▸ **TASK STATEMENT**:
Going through the entries below, find how many lines hold "dead", then give that number alone.

== DATA RECORDS

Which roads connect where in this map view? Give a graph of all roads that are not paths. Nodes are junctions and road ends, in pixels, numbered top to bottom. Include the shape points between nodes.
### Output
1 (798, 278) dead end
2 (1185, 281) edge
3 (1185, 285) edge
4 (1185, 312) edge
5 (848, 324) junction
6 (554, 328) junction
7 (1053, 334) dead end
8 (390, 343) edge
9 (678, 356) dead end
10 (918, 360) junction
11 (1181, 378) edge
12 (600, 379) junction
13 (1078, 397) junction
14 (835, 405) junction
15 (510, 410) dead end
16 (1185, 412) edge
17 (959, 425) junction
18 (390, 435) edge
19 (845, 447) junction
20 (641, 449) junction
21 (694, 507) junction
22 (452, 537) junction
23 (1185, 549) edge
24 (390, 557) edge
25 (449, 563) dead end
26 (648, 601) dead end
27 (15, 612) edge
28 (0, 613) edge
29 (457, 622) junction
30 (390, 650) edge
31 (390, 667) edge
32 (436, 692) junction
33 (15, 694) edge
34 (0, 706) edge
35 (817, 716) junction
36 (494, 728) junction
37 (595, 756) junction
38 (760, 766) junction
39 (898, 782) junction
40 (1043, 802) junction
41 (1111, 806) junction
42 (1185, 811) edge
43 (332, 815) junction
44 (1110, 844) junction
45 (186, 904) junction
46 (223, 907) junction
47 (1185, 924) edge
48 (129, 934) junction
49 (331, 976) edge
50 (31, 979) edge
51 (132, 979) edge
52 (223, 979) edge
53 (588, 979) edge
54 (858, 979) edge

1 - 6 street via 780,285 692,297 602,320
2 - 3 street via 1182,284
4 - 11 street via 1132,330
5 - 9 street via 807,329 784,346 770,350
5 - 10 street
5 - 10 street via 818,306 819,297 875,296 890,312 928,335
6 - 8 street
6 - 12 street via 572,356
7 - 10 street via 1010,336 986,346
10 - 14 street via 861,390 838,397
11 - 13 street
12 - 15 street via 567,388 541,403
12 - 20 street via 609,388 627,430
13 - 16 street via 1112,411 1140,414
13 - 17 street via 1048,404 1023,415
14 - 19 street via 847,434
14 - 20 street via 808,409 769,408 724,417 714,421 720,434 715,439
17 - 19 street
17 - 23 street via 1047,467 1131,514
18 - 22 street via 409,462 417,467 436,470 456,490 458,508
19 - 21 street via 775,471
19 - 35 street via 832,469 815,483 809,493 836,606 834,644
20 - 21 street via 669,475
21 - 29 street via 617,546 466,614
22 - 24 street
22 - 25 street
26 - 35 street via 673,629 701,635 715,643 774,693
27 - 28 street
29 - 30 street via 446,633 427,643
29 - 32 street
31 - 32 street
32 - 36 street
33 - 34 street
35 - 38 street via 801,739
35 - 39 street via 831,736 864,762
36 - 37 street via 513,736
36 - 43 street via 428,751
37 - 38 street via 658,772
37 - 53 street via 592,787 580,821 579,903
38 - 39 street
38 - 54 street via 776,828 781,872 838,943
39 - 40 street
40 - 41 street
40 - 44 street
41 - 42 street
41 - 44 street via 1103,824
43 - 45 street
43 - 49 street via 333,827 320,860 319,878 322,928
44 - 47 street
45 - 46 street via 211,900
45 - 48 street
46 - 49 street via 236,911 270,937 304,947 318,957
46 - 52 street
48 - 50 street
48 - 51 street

====

▸ **EXERCISE RESPONSE**:
6